Clause Slack Numbers:

  • s₁: digit 3 = 1
  • s’₁: digit 3 = 1
  • s₂: digit 4 = 1
  • s’₂: digit 4 = 1

Total Set: {v₁, v’₁, v₂, v’₂, s₁, s’₁, s₂, s’₂} Target: T/2 where T = sum of all numbers

2.2 Output Conversion

Given: Partition solution (S₁, S₂) where sum(S₁) = sum(S₂) = T/2

Extract Variable Assignment:

  • For each variable xᵢ:
    • If vᵢ ∈ S₁ (or S₂), set xᵢ = TRUE
    • If v’ᵢ ∈ S₁ (or S₂), set xᵢ = FALSE
    • Exactly one of vᵢ or v’ᵢ must be in each partition (by construction)

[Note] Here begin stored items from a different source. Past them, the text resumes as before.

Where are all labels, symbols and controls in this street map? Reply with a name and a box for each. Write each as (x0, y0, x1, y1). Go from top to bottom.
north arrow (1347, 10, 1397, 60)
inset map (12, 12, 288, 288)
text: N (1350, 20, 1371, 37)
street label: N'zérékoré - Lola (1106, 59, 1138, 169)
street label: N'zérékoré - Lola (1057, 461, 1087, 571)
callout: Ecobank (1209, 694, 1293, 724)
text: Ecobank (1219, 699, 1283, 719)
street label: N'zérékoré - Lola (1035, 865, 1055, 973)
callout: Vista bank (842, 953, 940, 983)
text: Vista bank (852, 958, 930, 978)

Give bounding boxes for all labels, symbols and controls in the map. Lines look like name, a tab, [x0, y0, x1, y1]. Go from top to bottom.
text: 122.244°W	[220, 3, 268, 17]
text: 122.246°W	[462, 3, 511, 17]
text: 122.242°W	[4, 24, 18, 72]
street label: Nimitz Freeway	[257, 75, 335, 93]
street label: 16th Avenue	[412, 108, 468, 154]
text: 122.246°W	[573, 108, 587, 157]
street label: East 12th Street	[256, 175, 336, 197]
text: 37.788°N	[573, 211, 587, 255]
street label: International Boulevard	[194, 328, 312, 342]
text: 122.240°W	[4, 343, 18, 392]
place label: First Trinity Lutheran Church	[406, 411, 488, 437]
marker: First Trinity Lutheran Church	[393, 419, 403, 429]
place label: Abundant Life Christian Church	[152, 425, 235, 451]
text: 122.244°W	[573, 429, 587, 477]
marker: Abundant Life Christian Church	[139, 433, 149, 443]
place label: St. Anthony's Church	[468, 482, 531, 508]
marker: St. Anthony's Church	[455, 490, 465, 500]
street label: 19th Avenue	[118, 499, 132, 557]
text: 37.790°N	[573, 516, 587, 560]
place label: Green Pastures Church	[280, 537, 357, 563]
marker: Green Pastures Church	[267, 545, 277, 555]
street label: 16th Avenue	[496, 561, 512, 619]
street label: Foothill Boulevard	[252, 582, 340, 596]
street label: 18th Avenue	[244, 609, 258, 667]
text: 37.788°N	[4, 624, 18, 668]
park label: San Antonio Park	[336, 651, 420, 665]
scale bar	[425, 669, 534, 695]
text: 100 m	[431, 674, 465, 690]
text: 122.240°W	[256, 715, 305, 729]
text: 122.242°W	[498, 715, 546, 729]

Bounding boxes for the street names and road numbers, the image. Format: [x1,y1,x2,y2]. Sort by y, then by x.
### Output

Verify Clause Satisfaction:

  • For each clause Cⱼ:
    • Check if at least one literal is TRUE
    • This corresponds to clause digit (n+j) summing to at least 1 in the chosen partition

3. Correctness Justification

3.1 If 3-SAT has a solution, then Partition has a solution

Given: 3-SAT instance φ is satisfiable with assignment A.

Construct Partition:

Step 1: Choose Variable Numbers

  • For each variable xᵢ:
    • If A(xᵢ) = TRUE, put vᵢ in S₁
    • If A(xᵢ) = FALSE, put v’ᵢ in S₁
  • Put the other variable number (v’ᵢ or vᵢ) in S₂

Step 2: Balance Clause Digits

  • For each clause Cⱼ:
    • Since φ is satisfiable, at least one literal in Cⱼ is TRUE
    • This means clause digit (n+j) has contribution ≥ 1 from variable numbers in S₁
    • Use slack numbers sⱼ and s’ⱼ to balance:
      • If clause digit in S₁ needs more, add sⱼ to S₂
      • If clause digit in S₂ needs more, add s’ⱼ to S₁
      • Distribute slack numbers to achieve balance

Step 3: Verify Balance

  • Variable digits: Each position i has exactly one 1 in S₁ and one 1 in S₂ (balanced)
  • Clause digits: Can be balanced using slack numbers
  • Therefore, sum(S₁) = sum(S₂) = T/2

Conclusion: Partition has a solution.

3.2a If 3-SAT does not have a solution, then Partition has no solution

Given: 3-SAT instance φ is unsatisfiable.

Proof by Contradiction:

Assume Partition has a solution (S₁, S₂).

Extract Assignment:

  • For each variable xᵢ:
    • If vᵢ ∈ S₁, set xᵢ = TRUE
    • If v’ᵢ ∈ S₁, set xᵢ = FALSE
    • (Exactly one must be in S₁ by construction)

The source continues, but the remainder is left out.